When somebody looks for a large, luxury sedan for bigwigs and/or VIPs, the Mercedes-Benz S-Class is bound to be recommended at some point. Whether it’s the iconic W126 or the not-so-loved W220, an S-Class is still an S-Class. That said, the flagship sedan does have a reputation for draining the owner’s bank account once the warranty is over.
Mercedes-Benz S600 L V12 W221 TOP SPEED DRIVE ON GERMAN AUTOBAHN By TopSpeedGermany
But we’re not here to talk about that. We’re here to appreciate the generation that, in some ways, brought the model name back to better days. The model we’re talking about is the W221 series of the S-Class. The W221 was unveiled in 2005 and was noted to be a marked improvement over its predecessor, the W220. Mercedes-Benz kept building these cars until 2013, and two generations have come around since production stopped.
Has time been kind to the W221 S-Class? That’s what YouTube channel TopSpeedGermany answered by taking one of those on a top speed run on the Autobahn. The W221 model they drove was the most powerful, non-AMG version available, the S600, the long-wheelbase L, to be exact. This is the first W221 they tested on the channel, so it’s interesting to see how this particular S600 fared.

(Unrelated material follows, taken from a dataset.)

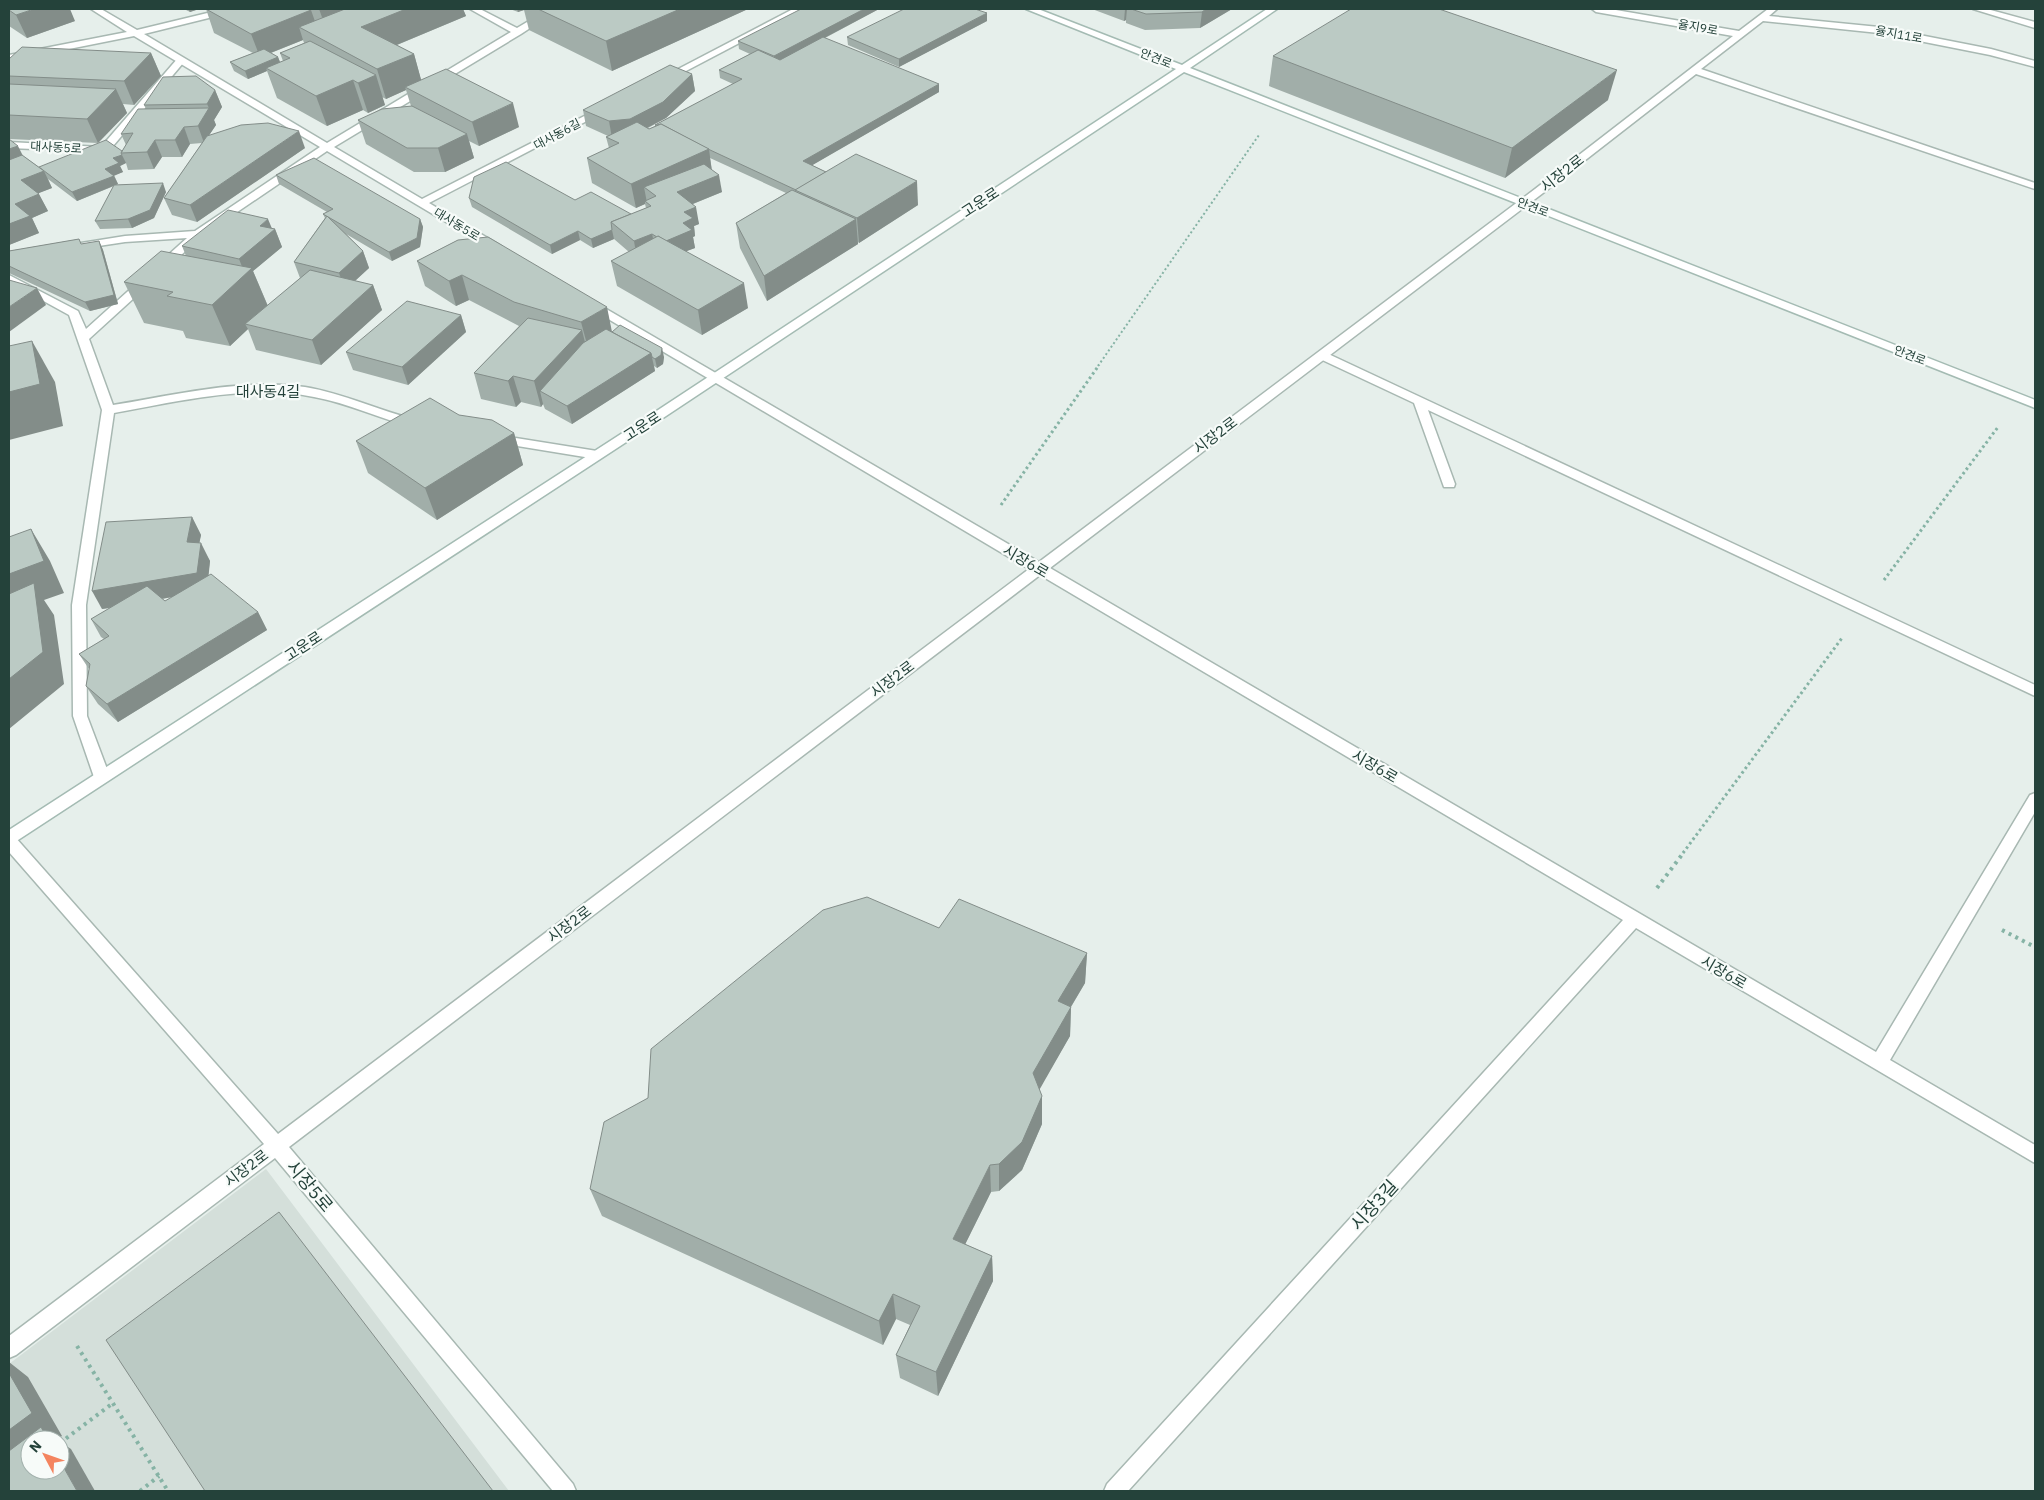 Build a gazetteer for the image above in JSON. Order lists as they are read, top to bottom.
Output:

Before you watch the video, how about some stats on this generation of the S600? It uses a 5.5-liter BiTurbo V12. Also known as the M275 engine, it packs 510 horsepower (380 kilowatts) and 612 pound-feet (830 Newton-meters) of torque. Per the factory claims at the time, the S600 can do the 0 to 62 mph (0 to 100 km/h) sprint in 4.6 seconds, and its top speed is limited to 155 mph (250 km/h).
We’ll let the video do the talking, but there are a couple of things worth talking about. The start-up warning shown in German means ABS and ESP currently not available, see owner’s manual. It seems that it went back on since the yellow warning triangle eventually disappeared. That said, the brake warning light kept flashing up, so perhaps there really was a problem with the ABS.
Another thing worth mentioning is the silence of this S-Class despite its age. Even during this V-max run, wind and engine noise was kept to a minimum. Even as it crept towards the redline, the W221 kept the buzz and the harshness away from the driver. After all, that is what everyone expects from the S-Class.
It’s rather sad that you can’t get the V12 engine in the standard S-Class anymore. You’ll have to go for the Mercedes-Maybach S680 that’s capped to just 100 units, or shell out even more for the armored S-Class Guard.